Task statement:
If a line in the material below has the word "controls", copy it.

Material shown:

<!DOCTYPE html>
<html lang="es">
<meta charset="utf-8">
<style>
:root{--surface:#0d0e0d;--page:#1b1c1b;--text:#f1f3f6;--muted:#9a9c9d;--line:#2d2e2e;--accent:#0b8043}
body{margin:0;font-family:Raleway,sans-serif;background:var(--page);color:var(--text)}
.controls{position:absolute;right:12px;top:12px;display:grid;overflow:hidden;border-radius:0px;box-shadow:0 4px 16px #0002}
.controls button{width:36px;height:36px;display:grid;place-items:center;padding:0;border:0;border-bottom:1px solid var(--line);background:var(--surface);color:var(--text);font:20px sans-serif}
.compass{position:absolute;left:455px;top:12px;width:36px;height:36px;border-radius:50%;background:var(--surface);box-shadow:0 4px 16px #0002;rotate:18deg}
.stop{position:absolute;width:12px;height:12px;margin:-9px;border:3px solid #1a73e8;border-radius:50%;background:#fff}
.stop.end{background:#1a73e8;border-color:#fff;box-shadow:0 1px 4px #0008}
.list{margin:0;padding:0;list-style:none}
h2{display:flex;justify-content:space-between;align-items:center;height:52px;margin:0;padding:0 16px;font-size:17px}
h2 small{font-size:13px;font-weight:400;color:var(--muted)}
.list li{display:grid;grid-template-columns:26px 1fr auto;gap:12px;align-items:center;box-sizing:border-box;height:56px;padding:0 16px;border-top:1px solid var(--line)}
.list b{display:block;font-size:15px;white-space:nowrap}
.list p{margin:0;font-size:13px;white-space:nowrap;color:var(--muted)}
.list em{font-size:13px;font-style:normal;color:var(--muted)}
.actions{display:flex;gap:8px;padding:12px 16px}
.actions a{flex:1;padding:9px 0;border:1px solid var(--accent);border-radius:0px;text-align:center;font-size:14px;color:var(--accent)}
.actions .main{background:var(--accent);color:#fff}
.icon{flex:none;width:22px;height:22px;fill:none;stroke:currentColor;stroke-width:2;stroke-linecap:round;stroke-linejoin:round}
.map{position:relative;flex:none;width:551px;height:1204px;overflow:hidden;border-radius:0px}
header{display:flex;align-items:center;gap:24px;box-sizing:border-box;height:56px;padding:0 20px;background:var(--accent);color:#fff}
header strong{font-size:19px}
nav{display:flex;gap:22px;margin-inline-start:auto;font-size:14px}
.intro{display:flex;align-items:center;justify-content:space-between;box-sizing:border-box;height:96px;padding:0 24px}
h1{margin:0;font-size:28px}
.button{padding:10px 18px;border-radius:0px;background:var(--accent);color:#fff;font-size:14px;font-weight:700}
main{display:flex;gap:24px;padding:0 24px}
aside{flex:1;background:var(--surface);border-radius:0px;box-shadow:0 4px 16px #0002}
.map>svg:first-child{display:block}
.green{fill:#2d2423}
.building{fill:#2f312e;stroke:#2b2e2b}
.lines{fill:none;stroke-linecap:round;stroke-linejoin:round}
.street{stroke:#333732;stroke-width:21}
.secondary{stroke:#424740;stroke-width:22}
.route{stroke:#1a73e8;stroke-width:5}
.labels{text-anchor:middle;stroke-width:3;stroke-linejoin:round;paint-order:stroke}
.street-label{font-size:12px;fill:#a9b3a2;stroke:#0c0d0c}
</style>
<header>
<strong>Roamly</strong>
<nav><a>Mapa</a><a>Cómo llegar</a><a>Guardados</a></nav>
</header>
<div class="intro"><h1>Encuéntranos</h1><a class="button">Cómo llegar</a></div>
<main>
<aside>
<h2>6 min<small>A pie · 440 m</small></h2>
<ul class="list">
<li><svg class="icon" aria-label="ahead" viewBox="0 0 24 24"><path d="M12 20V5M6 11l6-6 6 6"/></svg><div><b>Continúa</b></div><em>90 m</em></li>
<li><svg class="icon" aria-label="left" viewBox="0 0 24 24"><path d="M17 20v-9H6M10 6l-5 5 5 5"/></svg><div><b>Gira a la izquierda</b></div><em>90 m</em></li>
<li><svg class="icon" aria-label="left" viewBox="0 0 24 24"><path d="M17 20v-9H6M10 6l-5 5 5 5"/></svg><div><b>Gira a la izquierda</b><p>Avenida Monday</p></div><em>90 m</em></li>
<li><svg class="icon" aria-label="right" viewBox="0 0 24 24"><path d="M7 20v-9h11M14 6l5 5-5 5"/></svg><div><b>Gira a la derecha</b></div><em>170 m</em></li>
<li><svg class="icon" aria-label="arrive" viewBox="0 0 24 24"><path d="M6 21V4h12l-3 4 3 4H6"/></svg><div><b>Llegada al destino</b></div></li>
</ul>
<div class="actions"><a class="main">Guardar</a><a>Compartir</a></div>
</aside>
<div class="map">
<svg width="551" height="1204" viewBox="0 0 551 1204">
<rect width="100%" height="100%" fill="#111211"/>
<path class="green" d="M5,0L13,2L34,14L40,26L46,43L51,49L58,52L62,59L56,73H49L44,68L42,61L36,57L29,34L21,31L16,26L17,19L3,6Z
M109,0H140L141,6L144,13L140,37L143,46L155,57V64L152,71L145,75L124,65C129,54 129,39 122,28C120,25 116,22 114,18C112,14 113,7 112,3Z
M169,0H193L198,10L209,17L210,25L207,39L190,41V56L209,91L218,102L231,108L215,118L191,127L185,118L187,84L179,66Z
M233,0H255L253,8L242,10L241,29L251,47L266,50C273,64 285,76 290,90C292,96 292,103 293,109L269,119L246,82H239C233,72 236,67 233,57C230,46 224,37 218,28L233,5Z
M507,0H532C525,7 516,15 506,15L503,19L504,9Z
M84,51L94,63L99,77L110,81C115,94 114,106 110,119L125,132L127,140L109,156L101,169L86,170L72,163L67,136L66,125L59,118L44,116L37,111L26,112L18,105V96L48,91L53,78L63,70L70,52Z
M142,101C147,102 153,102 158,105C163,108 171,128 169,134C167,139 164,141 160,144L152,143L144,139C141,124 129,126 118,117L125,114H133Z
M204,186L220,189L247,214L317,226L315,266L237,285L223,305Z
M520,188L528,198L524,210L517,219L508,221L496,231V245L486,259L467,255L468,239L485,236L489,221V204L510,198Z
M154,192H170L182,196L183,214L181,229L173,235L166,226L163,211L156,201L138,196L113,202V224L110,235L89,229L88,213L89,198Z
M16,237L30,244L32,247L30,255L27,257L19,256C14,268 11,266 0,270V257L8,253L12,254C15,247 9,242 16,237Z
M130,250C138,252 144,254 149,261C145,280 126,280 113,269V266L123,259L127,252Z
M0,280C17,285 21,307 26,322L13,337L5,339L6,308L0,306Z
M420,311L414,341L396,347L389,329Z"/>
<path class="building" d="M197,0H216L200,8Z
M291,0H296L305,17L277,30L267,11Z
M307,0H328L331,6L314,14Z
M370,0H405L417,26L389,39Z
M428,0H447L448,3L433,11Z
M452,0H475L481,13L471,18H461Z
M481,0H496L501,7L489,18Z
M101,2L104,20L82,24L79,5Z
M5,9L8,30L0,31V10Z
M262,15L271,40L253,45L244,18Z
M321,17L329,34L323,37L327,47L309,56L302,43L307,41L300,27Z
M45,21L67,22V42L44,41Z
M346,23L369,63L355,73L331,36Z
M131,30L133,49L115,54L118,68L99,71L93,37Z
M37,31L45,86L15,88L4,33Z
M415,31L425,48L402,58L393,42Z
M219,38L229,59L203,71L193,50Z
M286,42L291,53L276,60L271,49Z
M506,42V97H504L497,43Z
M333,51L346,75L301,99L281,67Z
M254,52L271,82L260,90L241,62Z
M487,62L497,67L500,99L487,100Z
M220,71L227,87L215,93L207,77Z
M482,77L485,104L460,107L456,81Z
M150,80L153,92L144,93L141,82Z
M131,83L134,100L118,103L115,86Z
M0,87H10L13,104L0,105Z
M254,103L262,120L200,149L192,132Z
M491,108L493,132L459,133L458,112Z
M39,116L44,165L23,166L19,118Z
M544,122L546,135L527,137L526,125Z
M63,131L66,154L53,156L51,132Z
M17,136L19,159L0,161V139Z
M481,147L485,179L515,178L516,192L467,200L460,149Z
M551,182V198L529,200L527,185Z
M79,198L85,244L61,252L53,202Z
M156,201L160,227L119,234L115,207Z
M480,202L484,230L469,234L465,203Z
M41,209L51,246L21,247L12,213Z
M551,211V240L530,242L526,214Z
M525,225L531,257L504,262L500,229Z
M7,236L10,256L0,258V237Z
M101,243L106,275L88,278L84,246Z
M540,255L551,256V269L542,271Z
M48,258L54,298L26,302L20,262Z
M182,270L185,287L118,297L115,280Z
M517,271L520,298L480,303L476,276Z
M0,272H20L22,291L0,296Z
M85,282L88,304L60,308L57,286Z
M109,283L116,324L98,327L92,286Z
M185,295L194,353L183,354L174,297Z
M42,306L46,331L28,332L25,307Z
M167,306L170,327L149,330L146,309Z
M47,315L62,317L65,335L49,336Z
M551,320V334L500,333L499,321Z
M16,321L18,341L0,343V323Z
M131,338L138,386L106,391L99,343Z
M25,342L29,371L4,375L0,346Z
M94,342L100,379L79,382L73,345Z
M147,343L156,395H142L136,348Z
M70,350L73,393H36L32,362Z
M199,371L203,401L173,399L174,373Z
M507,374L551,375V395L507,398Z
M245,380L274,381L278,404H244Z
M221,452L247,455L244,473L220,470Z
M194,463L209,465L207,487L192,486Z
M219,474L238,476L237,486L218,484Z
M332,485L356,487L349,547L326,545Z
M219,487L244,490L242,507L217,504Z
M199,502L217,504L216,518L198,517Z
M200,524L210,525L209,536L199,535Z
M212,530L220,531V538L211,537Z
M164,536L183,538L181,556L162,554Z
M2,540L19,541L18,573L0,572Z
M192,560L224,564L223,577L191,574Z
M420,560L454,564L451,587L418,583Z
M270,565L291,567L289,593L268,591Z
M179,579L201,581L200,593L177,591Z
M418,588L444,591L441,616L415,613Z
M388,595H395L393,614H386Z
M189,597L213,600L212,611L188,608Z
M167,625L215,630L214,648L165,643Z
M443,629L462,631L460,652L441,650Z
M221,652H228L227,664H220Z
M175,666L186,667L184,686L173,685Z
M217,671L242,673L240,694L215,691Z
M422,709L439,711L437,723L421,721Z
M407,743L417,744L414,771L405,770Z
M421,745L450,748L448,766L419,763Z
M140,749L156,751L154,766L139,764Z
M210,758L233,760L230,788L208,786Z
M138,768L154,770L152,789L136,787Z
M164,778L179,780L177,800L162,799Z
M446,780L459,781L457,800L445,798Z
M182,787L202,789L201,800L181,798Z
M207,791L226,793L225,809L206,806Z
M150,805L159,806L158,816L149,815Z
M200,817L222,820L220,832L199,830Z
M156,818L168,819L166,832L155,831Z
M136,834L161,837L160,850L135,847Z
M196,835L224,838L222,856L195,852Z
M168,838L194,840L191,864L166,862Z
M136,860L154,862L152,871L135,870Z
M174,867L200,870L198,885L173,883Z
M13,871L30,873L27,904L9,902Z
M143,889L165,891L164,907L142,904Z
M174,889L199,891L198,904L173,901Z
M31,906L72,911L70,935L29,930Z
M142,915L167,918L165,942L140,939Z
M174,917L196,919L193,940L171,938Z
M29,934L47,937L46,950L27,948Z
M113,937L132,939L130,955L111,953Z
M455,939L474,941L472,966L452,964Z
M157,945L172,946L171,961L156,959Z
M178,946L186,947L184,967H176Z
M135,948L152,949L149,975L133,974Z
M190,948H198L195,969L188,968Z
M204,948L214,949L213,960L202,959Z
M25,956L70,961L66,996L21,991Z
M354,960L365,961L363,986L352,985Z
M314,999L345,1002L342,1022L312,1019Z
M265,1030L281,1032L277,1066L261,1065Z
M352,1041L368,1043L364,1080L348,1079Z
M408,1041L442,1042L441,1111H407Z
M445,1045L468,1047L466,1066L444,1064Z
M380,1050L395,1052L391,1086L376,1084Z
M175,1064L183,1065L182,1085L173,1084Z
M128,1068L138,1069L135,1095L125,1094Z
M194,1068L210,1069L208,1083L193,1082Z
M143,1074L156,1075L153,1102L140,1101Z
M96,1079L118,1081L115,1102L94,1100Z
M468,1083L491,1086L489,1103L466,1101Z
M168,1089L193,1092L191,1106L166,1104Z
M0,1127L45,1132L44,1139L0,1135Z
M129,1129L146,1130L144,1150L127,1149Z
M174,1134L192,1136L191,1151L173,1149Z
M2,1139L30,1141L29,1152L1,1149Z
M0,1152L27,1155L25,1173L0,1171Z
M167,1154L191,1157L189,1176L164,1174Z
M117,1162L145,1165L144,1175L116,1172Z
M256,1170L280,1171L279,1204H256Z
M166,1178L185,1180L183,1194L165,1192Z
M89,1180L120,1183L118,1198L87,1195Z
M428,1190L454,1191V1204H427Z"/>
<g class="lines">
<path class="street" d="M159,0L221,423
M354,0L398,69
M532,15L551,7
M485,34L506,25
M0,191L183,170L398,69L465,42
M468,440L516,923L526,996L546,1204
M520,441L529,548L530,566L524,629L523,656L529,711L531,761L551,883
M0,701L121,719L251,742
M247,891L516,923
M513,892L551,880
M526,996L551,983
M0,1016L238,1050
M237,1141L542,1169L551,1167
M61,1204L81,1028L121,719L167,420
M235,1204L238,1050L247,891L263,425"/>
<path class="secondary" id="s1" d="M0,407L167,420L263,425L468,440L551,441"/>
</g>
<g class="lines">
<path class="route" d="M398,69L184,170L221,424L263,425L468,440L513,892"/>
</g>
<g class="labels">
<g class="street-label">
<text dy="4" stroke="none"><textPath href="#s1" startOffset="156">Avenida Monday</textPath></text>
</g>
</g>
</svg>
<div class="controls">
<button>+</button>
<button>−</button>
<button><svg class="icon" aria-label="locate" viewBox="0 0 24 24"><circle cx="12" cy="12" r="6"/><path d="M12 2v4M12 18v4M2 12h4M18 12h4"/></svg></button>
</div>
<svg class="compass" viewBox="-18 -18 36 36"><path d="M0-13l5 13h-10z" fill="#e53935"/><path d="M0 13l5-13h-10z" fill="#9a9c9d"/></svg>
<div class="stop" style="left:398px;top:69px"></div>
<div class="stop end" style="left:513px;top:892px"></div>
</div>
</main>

Your solution:
.controls{position:absolute;right:12px;top:12px;display:grid;overflow:hidden;border-radius:0px;box-shadow:0 4px 16px #0002}
.controls button{width:36px;height:36px;display:grid;place-items:center;padding:0;border:0;border-bottom:1px solid var(--line);background:var(--surface);color:var(--text);font:20px sans-serif}
<div class="controls">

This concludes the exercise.